Daring Greatly — How the Courage to Be Vulnerable Transforms the Way We Live, Love, Parent, and Lead
by Brene’ Brown: I’ve read The Gifts of Imperfection several times. It’s one of my favorites. Well, this is a companion or sequel to it, although you don’t have to have read her other books before reading this one. It stands well on its own.
I like to think of this as a troubleshooting guide. In The Gifts of Imperfection she talks about ten guide posts to living a Wholehearted life and the things that gets in the way of practicing those ten things. This book goes into more detail about the things that get in the way, the armor we put on, the habits that sabotage us when we’re trying to lead a full, joyful life.
Unlike a lot of ‘self-help’ books that document a person’s theories and that don’t always ring true for me, she forms her theories from her research (and she’s an excellent researcher). She even writes about how she researches if you’re interested. This and The Gifts of Imperfection are definitely recommended.
Rabbit Stew and A Penny or Two — A Gypsy family’s hard and happy times on the road in the 1950s
by Maggie Smith-Bendell: A memior. I love learning about the way people live. Ms. Smith-Bendell writes in a clear, conversational way that made me want to keep on reading. She is a Romani Gyspy born and raised in England, and she writes about her life as a child traveling with her family as well as her later years spent helping other Gypsies to get approval to use the land they bought. (As I understand it, in England you can buy land, but then the local council has to approve permits for what use the land will be put.

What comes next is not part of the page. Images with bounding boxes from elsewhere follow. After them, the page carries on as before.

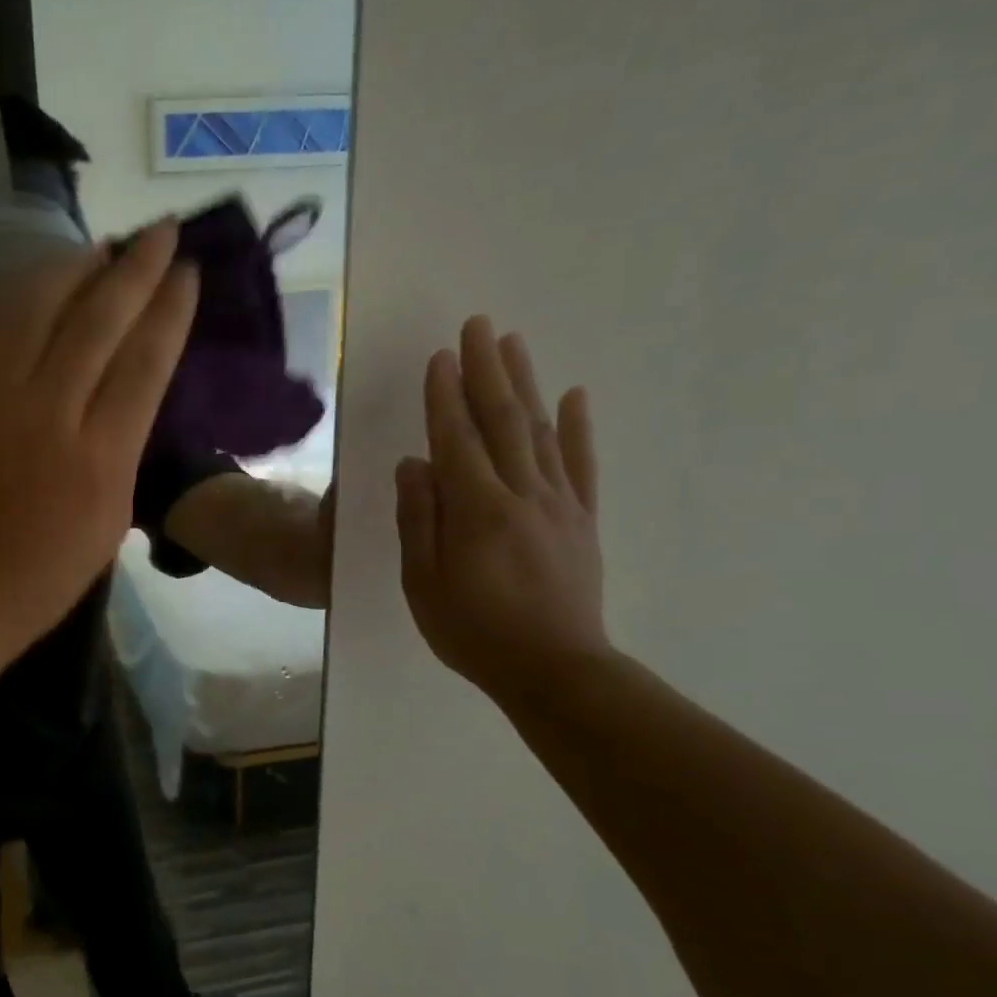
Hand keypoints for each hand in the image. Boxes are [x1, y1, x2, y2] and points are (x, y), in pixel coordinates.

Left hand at [0, 220, 197, 651]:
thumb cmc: (48, 569)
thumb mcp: (114, 514)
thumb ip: (127, 440)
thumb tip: (134, 375)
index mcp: (99, 456)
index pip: (144, 359)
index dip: (170, 307)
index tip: (188, 271)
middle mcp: (45, 413)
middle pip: (96, 319)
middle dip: (135, 268)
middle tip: (159, 232)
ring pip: (34, 305)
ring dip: (73, 267)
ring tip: (102, 249)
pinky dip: (11, 293)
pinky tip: (34, 281)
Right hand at [395, 316, 607, 704]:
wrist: (554, 669)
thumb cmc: (474, 631)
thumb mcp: (424, 583)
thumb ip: (420, 520)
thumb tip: (414, 464)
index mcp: (477, 510)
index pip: (457, 439)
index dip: (445, 397)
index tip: (438, 357)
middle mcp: (522, 494)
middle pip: (503, 421)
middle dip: (487, 371)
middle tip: (479, 326)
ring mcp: (558, 504)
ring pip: (541, 432)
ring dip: (526, 384)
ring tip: (514, 344)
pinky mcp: (581, 520)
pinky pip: (581, 464)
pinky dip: (578, 427)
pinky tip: (575, 395)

If I’m wrong on this I’m sure someone will say so.) A very interesting read.
Zentangle untangled by Kass Hall: This was the first Zentangle book I found for the Kindle. I don’t generally like to draw, but I like the idea of set patterns and focusing on the act of drawing rather than the finished product. It reminded me of when I was very young sitting at a kid-sized table focusing so much on the act of drawing that I didn’t notice the other kids and the noise and activities that were going on around me. It was a refreshing feeling.
Journalution by Sandy Grason: This has some good prompts that I’ve used in my own personal journaling.
The Borrowers by Mary Norton: How did I miss this gem when I was a kid? I know, it was because as a kid I was trying to adult books and missed out on a lot of very good children’s and YA fiction.
Of course, I’d seen movies and knew the general concept, but I think the book is far superior. I also got it on audio book; I liked it that much.